Exercise data:
---

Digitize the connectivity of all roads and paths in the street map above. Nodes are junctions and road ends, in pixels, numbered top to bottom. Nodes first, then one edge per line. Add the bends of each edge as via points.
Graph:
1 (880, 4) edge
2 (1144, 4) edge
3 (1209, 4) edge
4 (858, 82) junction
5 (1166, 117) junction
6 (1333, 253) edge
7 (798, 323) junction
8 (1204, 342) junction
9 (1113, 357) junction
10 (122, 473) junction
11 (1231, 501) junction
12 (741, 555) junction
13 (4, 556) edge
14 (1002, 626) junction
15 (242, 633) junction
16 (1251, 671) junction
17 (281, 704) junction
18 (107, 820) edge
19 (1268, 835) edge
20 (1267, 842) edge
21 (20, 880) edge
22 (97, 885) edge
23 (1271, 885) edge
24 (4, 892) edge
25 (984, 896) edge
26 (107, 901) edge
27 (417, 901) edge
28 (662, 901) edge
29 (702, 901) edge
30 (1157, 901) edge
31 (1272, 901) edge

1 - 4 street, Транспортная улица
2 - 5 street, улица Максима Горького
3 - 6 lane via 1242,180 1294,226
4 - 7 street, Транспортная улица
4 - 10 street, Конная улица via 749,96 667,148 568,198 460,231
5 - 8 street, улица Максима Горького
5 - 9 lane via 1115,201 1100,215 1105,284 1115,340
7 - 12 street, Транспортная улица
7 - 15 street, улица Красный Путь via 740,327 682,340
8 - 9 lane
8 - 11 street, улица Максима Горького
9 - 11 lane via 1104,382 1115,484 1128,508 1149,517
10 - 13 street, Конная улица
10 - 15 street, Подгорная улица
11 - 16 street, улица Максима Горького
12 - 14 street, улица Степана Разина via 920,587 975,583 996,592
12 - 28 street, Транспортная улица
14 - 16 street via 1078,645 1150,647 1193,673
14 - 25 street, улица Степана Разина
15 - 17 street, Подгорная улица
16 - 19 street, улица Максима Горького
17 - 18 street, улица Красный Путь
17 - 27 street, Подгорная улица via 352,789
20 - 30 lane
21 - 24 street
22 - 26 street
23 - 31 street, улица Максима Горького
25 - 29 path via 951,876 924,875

---

Exercise instructions:
Among the lines of the material, find those holding the word "Транспортная" and return them.

Result of the exercise:
1 - 4 street, Транспортная улица
4 - 7 street, Транспортная улица
7 - 12 street, Транспортная улица
12 - 28 street, Транспортная улица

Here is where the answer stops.